→ **Problem details**
Your answer should repeat the entries in full, exactly as given, with no pictures.

[Collected data entries]
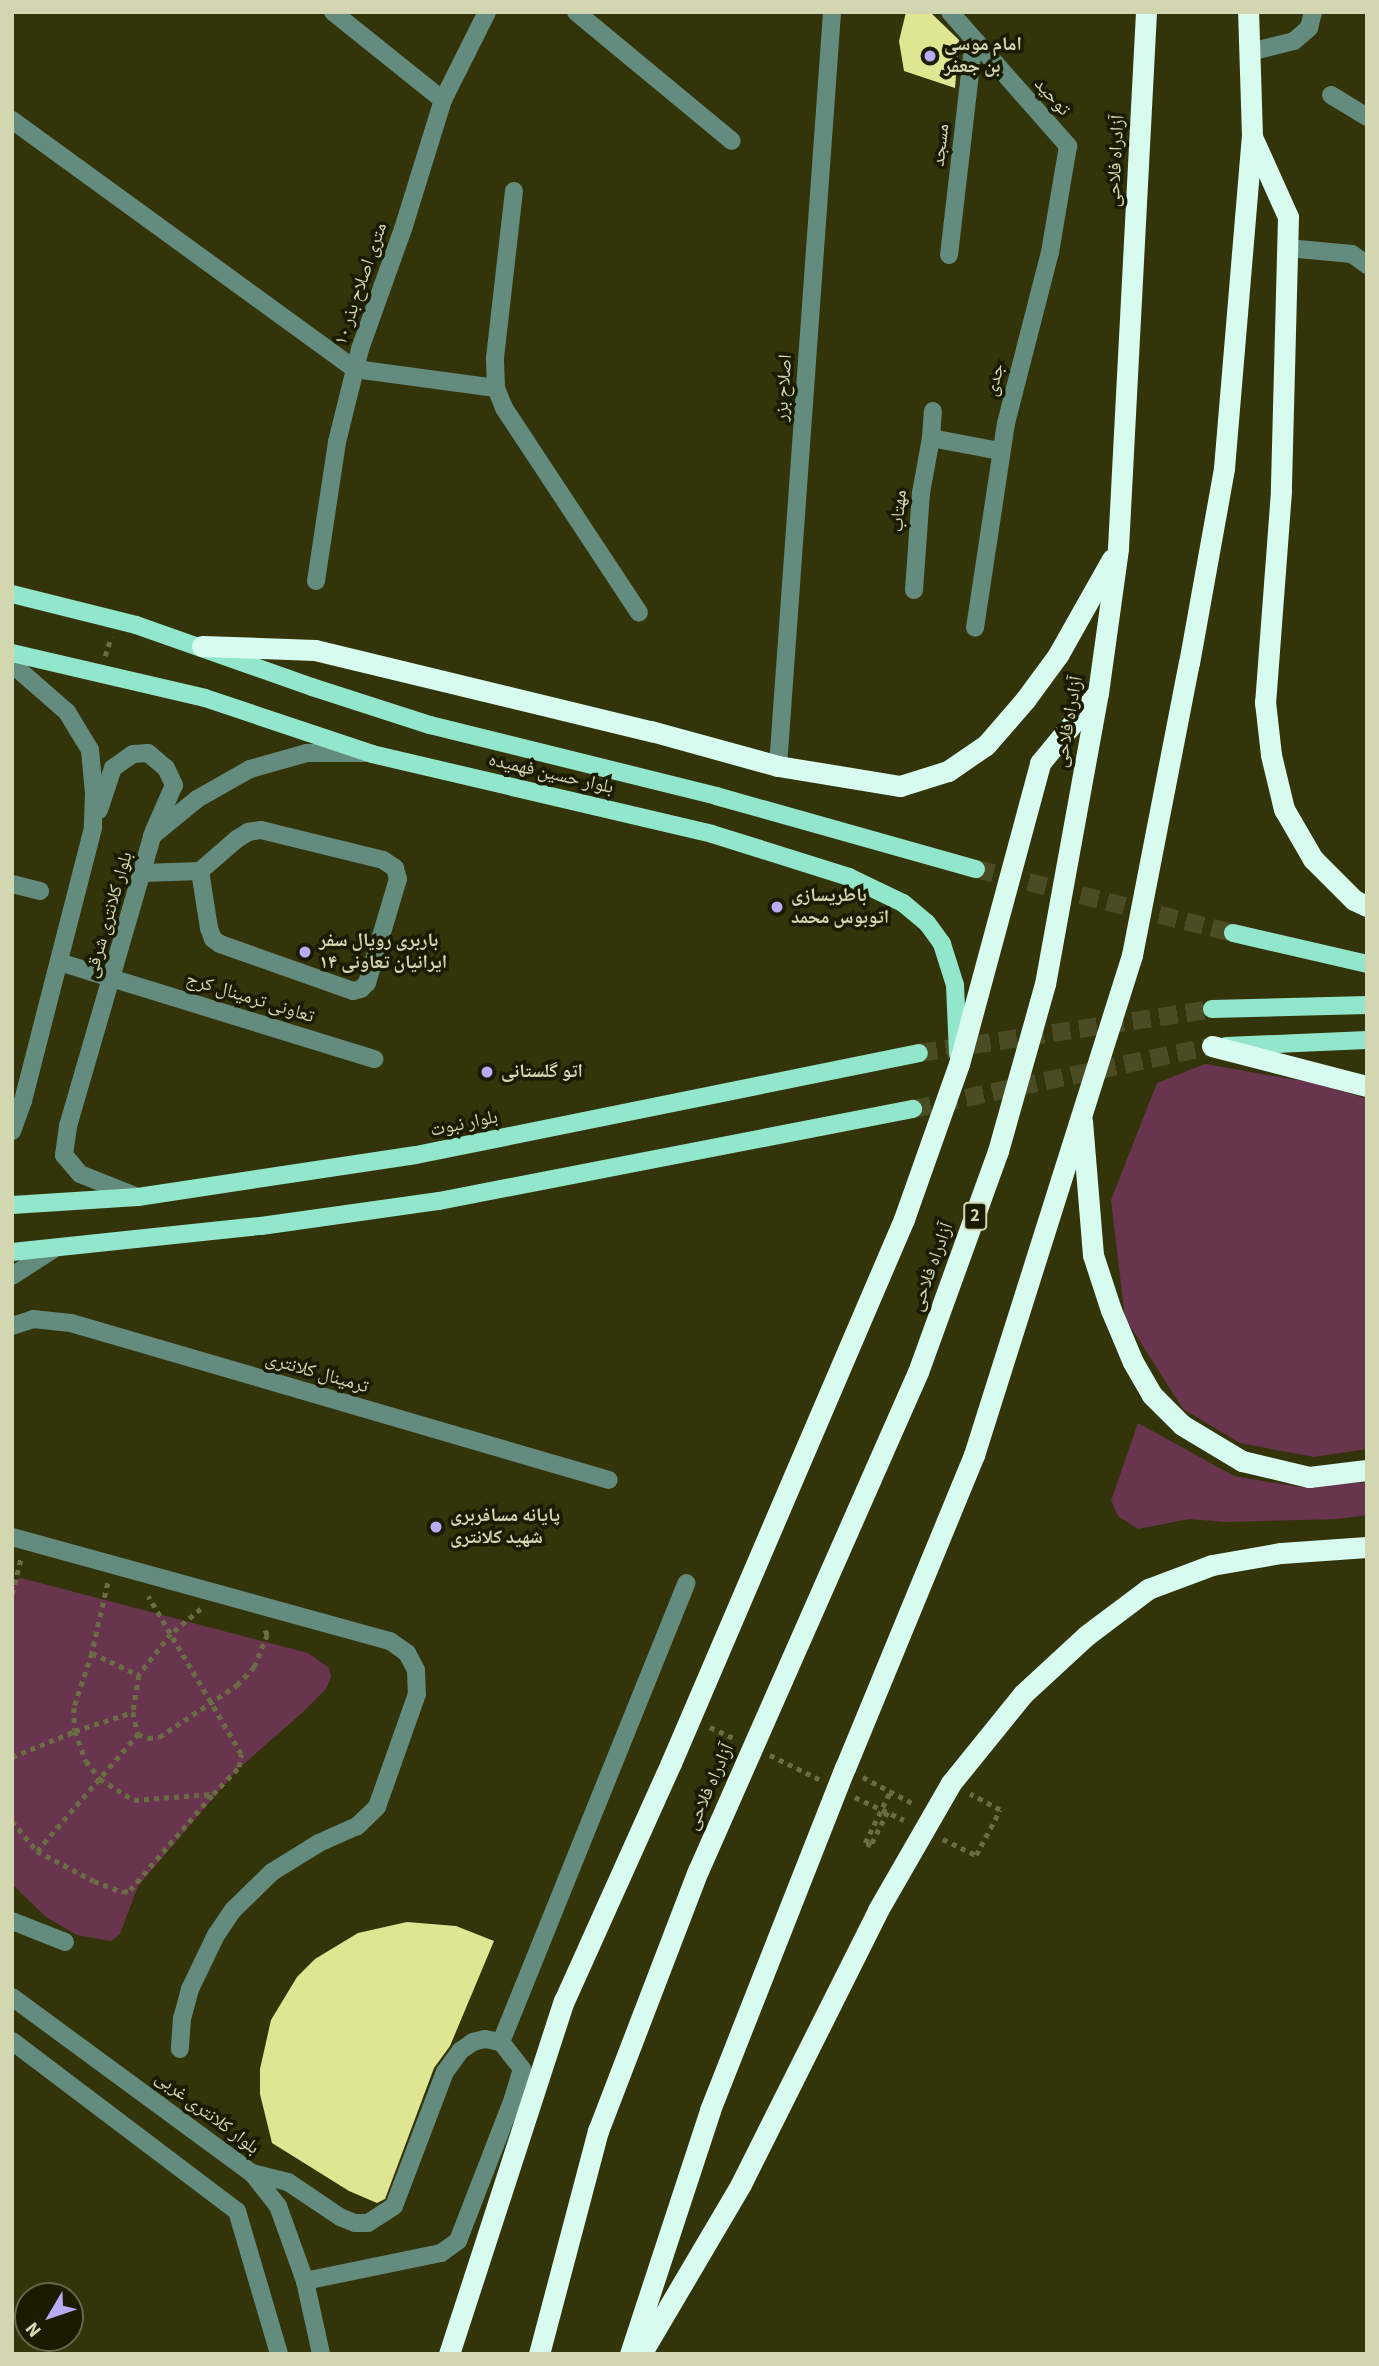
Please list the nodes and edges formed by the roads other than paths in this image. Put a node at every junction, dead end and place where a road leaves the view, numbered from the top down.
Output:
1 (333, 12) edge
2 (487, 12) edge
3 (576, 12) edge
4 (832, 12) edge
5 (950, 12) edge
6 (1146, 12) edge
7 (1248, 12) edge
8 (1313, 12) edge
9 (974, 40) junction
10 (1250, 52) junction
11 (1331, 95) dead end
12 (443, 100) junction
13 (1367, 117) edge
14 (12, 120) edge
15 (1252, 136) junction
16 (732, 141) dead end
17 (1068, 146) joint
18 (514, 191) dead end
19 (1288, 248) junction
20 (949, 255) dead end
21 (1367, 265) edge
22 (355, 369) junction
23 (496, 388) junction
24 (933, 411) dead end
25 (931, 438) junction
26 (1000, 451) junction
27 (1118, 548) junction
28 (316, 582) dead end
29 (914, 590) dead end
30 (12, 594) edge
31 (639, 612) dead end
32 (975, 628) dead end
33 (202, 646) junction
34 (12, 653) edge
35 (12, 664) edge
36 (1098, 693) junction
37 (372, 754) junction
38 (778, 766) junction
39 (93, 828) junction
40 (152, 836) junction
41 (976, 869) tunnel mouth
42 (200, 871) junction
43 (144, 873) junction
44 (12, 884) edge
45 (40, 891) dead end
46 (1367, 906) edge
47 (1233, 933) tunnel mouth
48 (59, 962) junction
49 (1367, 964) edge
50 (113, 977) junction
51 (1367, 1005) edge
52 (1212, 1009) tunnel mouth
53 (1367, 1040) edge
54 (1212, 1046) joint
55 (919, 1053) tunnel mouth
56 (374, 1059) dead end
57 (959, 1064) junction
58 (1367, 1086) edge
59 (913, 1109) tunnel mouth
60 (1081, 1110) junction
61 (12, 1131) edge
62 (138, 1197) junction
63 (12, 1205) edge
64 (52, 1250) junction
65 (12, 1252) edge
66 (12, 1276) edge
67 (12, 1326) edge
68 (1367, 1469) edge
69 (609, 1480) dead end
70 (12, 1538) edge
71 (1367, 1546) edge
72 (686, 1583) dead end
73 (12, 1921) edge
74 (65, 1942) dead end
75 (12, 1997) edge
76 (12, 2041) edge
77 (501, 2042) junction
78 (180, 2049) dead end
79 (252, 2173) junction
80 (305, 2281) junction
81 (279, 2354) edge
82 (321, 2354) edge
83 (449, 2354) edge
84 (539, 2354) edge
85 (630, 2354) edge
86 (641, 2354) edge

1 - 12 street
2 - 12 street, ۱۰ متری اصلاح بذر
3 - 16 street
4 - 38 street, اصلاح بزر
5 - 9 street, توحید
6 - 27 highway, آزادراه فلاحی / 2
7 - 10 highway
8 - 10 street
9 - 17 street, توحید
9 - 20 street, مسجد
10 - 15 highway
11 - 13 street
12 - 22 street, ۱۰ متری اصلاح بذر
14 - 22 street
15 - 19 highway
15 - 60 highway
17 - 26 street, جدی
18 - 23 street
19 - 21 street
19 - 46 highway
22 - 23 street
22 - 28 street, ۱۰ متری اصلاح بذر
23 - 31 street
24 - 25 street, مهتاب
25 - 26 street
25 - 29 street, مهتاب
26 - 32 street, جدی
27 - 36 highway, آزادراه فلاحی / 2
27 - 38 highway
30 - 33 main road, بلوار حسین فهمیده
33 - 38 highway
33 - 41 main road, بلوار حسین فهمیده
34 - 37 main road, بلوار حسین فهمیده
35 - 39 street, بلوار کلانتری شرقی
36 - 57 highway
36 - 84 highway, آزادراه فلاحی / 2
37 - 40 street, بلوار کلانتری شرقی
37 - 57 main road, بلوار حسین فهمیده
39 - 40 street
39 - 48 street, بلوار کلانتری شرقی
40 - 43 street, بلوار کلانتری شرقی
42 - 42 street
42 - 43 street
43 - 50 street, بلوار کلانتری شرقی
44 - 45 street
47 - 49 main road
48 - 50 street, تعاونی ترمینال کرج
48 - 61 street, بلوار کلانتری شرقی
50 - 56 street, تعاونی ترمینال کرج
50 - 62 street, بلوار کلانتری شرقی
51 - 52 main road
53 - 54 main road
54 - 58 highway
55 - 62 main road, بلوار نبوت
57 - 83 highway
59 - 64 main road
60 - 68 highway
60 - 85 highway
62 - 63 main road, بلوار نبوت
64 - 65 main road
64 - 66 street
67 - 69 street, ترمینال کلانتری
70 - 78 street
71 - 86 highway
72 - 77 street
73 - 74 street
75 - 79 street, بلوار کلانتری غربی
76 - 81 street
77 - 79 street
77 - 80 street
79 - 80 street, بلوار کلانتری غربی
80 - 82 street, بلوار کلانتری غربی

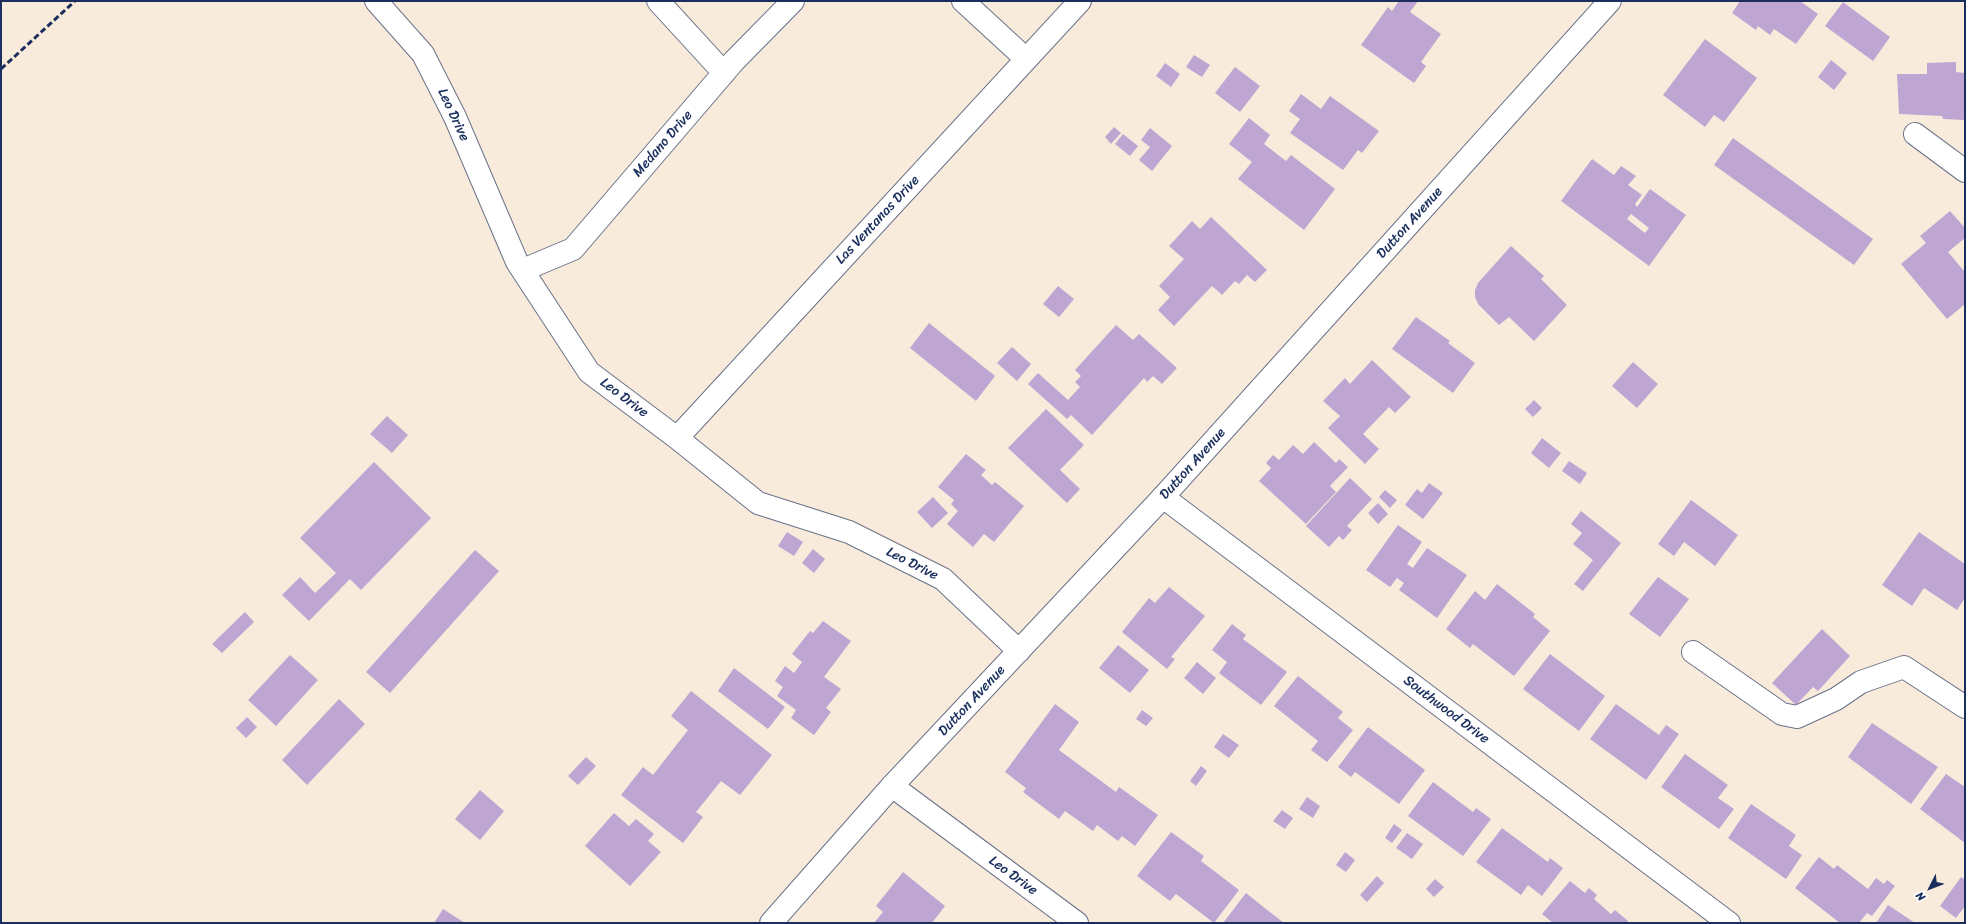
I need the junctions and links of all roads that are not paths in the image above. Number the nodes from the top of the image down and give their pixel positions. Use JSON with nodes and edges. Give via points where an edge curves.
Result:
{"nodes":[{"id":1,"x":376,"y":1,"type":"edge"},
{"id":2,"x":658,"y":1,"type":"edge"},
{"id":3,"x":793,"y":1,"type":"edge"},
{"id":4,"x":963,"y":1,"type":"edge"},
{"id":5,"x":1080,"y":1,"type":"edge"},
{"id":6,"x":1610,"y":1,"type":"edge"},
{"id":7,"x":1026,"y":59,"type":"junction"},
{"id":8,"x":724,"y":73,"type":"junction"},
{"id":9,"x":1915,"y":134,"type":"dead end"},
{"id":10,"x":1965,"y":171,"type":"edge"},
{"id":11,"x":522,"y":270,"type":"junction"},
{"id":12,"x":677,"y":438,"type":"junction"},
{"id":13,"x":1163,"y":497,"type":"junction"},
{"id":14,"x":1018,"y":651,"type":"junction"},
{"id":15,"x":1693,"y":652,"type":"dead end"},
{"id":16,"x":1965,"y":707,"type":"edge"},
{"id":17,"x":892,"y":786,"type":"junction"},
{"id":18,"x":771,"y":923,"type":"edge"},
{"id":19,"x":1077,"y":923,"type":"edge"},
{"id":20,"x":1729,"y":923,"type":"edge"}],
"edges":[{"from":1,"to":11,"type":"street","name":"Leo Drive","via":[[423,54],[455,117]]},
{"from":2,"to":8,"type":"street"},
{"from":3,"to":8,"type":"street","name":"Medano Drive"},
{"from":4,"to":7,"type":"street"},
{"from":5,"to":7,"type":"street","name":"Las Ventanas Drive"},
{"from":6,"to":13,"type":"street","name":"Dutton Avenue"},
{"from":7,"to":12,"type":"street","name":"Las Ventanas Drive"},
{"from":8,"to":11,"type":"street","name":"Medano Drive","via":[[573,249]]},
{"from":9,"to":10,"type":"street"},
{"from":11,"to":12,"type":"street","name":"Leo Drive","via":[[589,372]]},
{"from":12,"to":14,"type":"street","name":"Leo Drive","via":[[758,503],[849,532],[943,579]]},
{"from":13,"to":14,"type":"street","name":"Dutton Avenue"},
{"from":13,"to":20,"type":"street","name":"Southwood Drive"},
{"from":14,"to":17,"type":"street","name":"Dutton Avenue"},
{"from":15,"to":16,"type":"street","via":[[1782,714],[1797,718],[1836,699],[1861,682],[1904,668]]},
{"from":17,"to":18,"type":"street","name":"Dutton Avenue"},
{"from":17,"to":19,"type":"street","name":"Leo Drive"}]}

→ **Your response**
Please list the nodes and edges formed by the roads other than paths in this image. Put a node at every junction, dead end and place where a road leaves the view, numbered from the top down.
Output:
1 (333, 12) edge
2 (487, 12) edge
3 (576, 12) edge
4 (832, 12) edge
5 (950, 12) edge
6 (1146, 12) edge
7 (1248, 12) edge
8 (1313, 12) edge
9 (974, 40) junction
10 (1250, 52) junction
11 (1331, 95) dead end
12 (443, 100) junction
13 (1367, 117) edge
14 (12, 120) edge
15 (1252, 136) junction
16 (732, 141) dead end
17 (1068, 146) joint
18 (514, 191) dead end
19 (1288, 248) junction
20 (949, 255) dead end
21 (1367, 265) edge
22 (355, 369) junction
23 (496, 388) junction
24 (933, 411) dead end
25 (931, 438) junction
26 (1000, 451) junction
27 (1118, 548) junction
28 (316, 582) dead end
29 (914, 590) dead end
30 (12, 594) edge
31 (639, 612) dead end
32 (975, 628) dead end
33 (202, 646) junction
34 (12, 653) edge
35 (12, 664) edge
36 (1098, 693) junction
37 (372, 754) junction
38 (778, 766) junction
39 (93, 828) junction
40 (152, 836) junction
41 (976, 869) tunnel mouth
42 (200, 871) junction
43 (144, 873) junction
44 (12, 884) edge
45 (40, 891) dead end
46 (1367, 906) edge
47 (1233, 933) tunnel mouth
48 (59, 962) junction
49 (1367, 964) edge
50 (113, 977) junction
51 (1367, 1005) edge
52 (1212, 1009) tunnel mouth
53 (1367, 1040) edge
54 (1212, 1046) joint
55 (919, 1053) tunnel mouth
56 (374, 1059) dead end
57 (959, 1064) junction
58 (1367, 1086) edge
59 (913, 1109) tunnel mouth
60 (1081, 1110) junction
61 (12, 1131) edge
62 (138, 1197) junction
63 (12, 1205) edge
64 (52, 1250) junction
65 (12, 1252) edge
66 (12, 1276) edge
67 (12, 1326) edge
68 (1367, 1469) edge
69 (609, 1480) dead end
70 (12, 1538) edge
71 (1367, 1546) edge
72 (686, 1583) dead end
73 (12, 1921) edge
74 (65, 1942) dead end
75 (12, 1997) edge
76 (12, 2041) edge
77 (501, 2042) junction
78 (180, 2049) dead end
79 (252, 2173) junction
80 (305, 2281) junction
81 (279, 2354) edge
82 (321, 2354) edge
83 (449, 2354) edge
84 (539, 2354) edge
85 (630, 2354) edge
86 (641, 2354) edge

1 - 12 street
2 - 12 street, ۱۰ متری اصلاح بذر
3 - 16 street
4 - 38 street, اصلاح بزر
5 - 9 street, توحید
6 - 27 highway, آزادراه فلاحی / 2
7 - 10 highway
8 - 10 street
9 - 17 street, توحید
9 - 20 street, مسجد
10 - 15 highway
11 - 13 street
12 - 22 street, ۱۰ متری اصلاح بذر
14 - 22 street
15 - 19 highway
15 - 60 highway
17 - 26 street, جدی
18 - 23 street
19 - 21 street
19 - 46 highway
22 - 23 street
22 - 28 street, ۱۰ متری اصلاح بذر
23 - 31 street
24 - 25 street, مهتاب
25 - 26 street
25 - 29 street, مهتاب
26 - 32 street, جدی
27 - 36 highway, آزادراه فلاحی / 2
27 - 38 highway
30 - 33 main road, بلوار حسین فهمیده
33 - 38 highway
33 - 41 main road, بلوار حسین فهمیده
34 - 37 main road, بلوار حسین فهمیده
35 - 39 street, بلوار کلانتری شرقی
36 - 57 highway
36 - 84 highway, آزادراه فلاحی / 2
37 - 40 street, بلوار کلانتری شرقی
37 - 57 main road, بلوار حسین فهمیده
39 - 40 street
39 - 48 street, بلوار کلانتری شرقی
40 - 43 street, بلوار کلانتری شرقی
42 - 42 street
42 - 43 street
43 - 50 street, بلوار کلانتری شرقی
44 - 45 street
47 - 49 main road
48 - 50 street, تعاونی ترمینال کرج
48 - 61 street, بلوار کلانتری شرقی
50 - 56 street, تعاونی ترمینال کرج
50 - 62 street, بلوار کلانتری شرقی
51 - 52 main road
53 - 54 main road
54 - 58 highway
55 - 62 main road, بلوار نبوت
57 - 83 highway
59 - 64 main road
60 - 68 highway
60 - 85 highway
62 - 63 main road, بلوار نبوت
64 - 65 main road
64 - 66 street
67 - 69 street, ترمینال کلانتری
70 - 78 street
71 - 86 highway
72 - 77 street
73 - 74 street
75 - 79 street, بلوار کلانتری غربی
76 - 81 street
77 - 79 street
77 - 80 street
79 - 80 street, بلوار کلانتری غربی
80 - 82 street, بلوار کلانتری غربی

I need the junctions and links of all roads that are not paths in the image above. Number the nodes from the top of the image down and give their pixel positions. Use JSON with nodes and edges. Give via points where an edge curves.
Result:
{"nodes":[{"id":1,"x":376,"y":1,"type":"edge"},
{"id":2,"x":658,"y":1,"type":"edge"},
{"id":3,"x":793,"y":1,"type":"edge"},
{"id":4,"x":963,"y":1,"type":"edge"},
{"id":5,"x":1080,"y":1,"type":"edge"},
{"id":6,"x":1610,"y":1,"type":"edge"},
{"id":7,"x":1026,"y":59,"type":"junction"},
{"id":8,"x":724,"y":73,"type":"junction"},
{"id":9,"x":1915,"y":134,"type":"dead end"},
{"id":10,"x":1965,"y":171,"type":"edge"},
{"id":11,"x":522,"y":270,"type":"junction"},
{"id":12,"x":677,"y":438,"type":"junction"},
{"id":13,"x":1163,"y":497,"type":"junction"},
{"id":14,"x":1018,"y":651,"type":"junction"},
{"id":15,"x":1693,"y":652,"type":"dead end"},
{"id":16,"x":1965,"y":707,"type":"edge"},
{"id":17,"x":892,"y":786,"type":"junction"},
{"id":18,"x":771,"y":923,"type":"edge"},
{"id":19,"x":1077,"y":923,"type":"edge"},
{"id":20,"x":1729,"y":923,"type":"edge"}],
"edges":[{"from":1,"to":11,"type":"street","name":"Leo Drive","via":[[423,54],[455,117]]},
{"from":2,"to":8,"type":"street"},
{"from":3,"to":8,"type":"street","name":"Medano Drive"},
{"from":4,"to":7,"type":"street"},
{"from":5,"to":7,"type":"street","name":"Las Ventanas Drive"},
{"from":6,"to":13,"type":"street","name":"Dutton Avenue"},
{"from":7,"to":12,"type":"street","name":"Las Ventanas Drive"},
{"from":8,"to":11,"type":"street","name":"Medano Drive","via":[[573,249]]},
{"from":9,"to":10,"type":"street"},
{"from":11,"to":12,"type":"street","name":"Leo Drive","via":[[589,372]]},
{"from":12,"to":14,"type":"street","name":"Leo Drive","via":[[758,503],[849,532],[943,579]]},
{"from":13,"to":14,"type":"street","name":"Dutton Avenue"},
{"from":13,"to":20,"type":"street","name":"Southwood Drive"},
{"from":14,"to":17,"type":"street","name":"Dutton Avenue"},
{"from":15,"to":16,"type":"street","via":[[1782,714],[1797,718],[1836,699],[1861,682],[1904,668]]},
{"from":17,"to":18,"type":"street","name":"Dutton Avenue"},
{"from":17,"to":19,"type":"street","name":"Leo Drive"}]}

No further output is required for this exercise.